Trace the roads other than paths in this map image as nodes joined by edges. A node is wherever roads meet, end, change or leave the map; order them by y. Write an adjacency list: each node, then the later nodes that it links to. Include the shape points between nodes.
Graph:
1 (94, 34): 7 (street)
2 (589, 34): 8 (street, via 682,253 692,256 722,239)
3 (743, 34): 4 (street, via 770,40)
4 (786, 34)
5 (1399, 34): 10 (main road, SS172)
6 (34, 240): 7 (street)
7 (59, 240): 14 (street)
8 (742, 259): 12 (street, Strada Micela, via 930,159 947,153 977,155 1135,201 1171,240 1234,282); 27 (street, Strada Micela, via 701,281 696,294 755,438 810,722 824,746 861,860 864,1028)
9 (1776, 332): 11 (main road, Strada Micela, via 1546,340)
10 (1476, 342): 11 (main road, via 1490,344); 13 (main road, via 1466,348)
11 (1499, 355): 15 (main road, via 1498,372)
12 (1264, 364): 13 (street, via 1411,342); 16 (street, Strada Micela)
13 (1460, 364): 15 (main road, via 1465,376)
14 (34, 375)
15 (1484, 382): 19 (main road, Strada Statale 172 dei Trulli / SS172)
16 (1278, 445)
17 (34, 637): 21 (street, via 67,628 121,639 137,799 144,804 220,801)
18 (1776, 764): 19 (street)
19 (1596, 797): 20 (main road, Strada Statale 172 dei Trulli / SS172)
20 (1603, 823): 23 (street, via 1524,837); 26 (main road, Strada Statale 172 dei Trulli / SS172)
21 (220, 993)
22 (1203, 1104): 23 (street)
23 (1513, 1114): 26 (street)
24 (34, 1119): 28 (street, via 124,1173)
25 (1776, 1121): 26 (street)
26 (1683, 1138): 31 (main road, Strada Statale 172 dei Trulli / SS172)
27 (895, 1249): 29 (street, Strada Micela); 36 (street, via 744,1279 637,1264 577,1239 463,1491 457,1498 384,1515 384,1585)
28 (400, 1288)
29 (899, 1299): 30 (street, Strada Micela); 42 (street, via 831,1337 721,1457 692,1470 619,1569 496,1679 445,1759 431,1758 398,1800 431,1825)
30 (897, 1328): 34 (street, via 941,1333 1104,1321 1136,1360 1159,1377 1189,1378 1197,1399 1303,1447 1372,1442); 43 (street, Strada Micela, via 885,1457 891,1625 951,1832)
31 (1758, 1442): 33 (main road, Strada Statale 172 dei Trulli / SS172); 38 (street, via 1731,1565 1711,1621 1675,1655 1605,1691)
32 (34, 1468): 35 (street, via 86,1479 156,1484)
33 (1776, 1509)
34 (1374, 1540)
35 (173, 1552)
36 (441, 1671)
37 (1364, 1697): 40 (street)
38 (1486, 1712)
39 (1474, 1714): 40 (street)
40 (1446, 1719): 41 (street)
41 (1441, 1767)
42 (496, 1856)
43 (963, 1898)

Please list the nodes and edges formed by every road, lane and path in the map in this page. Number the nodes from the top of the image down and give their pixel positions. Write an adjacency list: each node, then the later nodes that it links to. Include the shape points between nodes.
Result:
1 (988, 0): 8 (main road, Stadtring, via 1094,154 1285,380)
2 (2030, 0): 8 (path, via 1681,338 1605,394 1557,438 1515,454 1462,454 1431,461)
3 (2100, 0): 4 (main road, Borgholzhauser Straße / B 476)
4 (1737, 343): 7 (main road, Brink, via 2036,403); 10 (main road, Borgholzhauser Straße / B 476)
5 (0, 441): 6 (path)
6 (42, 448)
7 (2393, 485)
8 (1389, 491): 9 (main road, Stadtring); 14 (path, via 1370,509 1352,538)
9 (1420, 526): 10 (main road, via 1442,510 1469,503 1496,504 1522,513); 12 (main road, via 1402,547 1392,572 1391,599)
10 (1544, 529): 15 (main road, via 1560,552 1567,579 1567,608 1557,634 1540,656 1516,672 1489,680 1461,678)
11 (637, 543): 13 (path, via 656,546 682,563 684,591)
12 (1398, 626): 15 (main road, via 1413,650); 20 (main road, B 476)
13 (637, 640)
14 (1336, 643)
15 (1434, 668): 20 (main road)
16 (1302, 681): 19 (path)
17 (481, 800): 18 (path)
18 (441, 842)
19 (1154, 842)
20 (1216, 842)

____________________

• _Exercise description_
Nothing but an exact repetition of the entries is expected here.

• _Task answer_
Trace the roads other than paths in this map image as nodes joined by edges. A node is wherever roads meet, end, change or leave the map; order them by y. Write an adjacency list: each node, then the later nodes that it links to. Include the shape points between nodes.
Graph:
1 (94, 34): 7 (street)
2 (589, 34): 8 (street, via 682,253 692,256 722,239)
3 (743, 34): 4 (street, via 770,40)
4 (786, 34)
5 (1399, 34): 10 (main road, SS172)
6 (34, 240): 7 (street)
7 (59, 240): 14 (street)
8 (742, 259): 12 (street, Strada Micela, via 930,159 947,153 977,155 1135,201 1171,240 1234,282); 27 (street, Strada Micela, via 701,281 696,294 755,438 810,722 824,746 861,860 864,1028)
9 (1776, 332): 11 (main road, Strada Micela, via 1546,340)
10 (1476, 342): 11 (main road, via 1490,344); 13 (main road, via 1466,348)
11 (1499, 355): 15 (main road, via 1498,372)
12 (1264, 364): 13 (street, via 1411,342); 16 (street, Strada Micela)
13 (1460, 364): 15 (main road, via 1465,376)
14 (34, 375)
15 (1484, 382): 19 (main road, Strada Statale 172 dei Trulli / SS172)
16 (1278, 445)
17 (34, 637): 21 (street, via 67,628 121,639 137,799 144,804 220,801)
18 (1776, 764): 19 (street)
19 (1596, 797): 20 (main road, Strada Statale 172 dei Trulli / SS172)
20 (1603, 823): 23 (street, via 1524,837); 26 (main road, Strada Statale 172 dei Trulli / SS172)
21 (220, 993)
22 (1203, 1104): 23 (street)
23 (1513, 1114): 26 (street)
24 (34, 1119): 28 (street, via 124,1173)
25 (1776, 1121): 26 (street)
26 (1683, 1138): 31 (main road, Strada Statale 172 dei Trulli / SS172)
27 (895, 1249): 29 (street, Strada Micela); 36 (street, via 744,1279 637,1264 577,1239 463,1491 457,1498 384,1515 384,1585)
28 (400, 1288)
29 (899, 1299): 30 (street, Strada Micela); 42 (street, via 831,1337 721,1457 692,1470 619,1569 496,1679 445,1759 431,1758 398,1800 431,1825)
30 (897, 1328): 34 (street, via 941,1333 1104,1321 1136,1360 1159,1377 1189,1378 1197,1399 1303,1447 1372,1442); 43 (street, Strada Micela, via 885,1457 891,1625 951,1832)
31 (1758, 1442): 33 (main road, Strada Statale 172 dei Trulli / SS172); 38 (street, via 1731,1565 1711,1621 1675,1655 1605,1691)
32 (34, 1468): 35 (street, via 86,1479 156,1484)
33 (1776, 1509)
34 (1374, 1540)
35 (173, 1552)
36 (441, 1671)
37 (1364, 1697): 40 (street)
38 (1486, 1712)
39 (1474, 1714): 40 (street)
40 (1446, 1719): 41 (street)
41 (1441, 1767)
42 (496, 1856)
43 (963, 1898)

Please list the nodes and edges formed by every road, lane and path in the map in this page. Number the nodes from the top of the image down and give their pixel positions. Write an adjacency list: each node, then the later nodes that it links to. Include the shape points between nodes.
Result:
1 (988, 0): 8 (main road, Stadtring, via 1094,154 1285,380)
2 (2030, 0): 8 (path, via 1681,338 1605,394 1557,438 1515,454 1462,454 1431,461)
3 (2100, 0): 4 (main road, Borgholzhauser Straße / B 476)
4 (1737, 343): 7 (main road, Brink, via 2036,403); 10 (main road, Borgholzhauser Straße / B 476)
5 (0, 441): 6 (path)
6 (42, 448)
7 (2393, 485)
8 (1389, 491): 9 (main road, Stadtring); 14 (path, via 1370,509 1352,538)
9 (1420, 526): 10 (main road, via 1442,510 1469,503 1496,504 1522,513); 12 (main road, via 1402,547 1392,572 1391,599)
10 (1544, 529): 15 (main road, via 1560,552 1567,579 1567,608 1557,634 1540,656 1516,672 1489,680 1461,678)
11 (637, 543): 13 (path, via 656,546 682,563 684,591)
12 (1398, 626): 15 (main road, via 1413,650); 20 (main road, B 476)
13 (637, 640)
14 (1336, 643)
15 (1434, 668): 20 (main road)
16 (1302, 681): 19 (path)
17 (481, 800): 18 (path)
18 (441, 842)
19 (1154, 842)
20 (1216, 842)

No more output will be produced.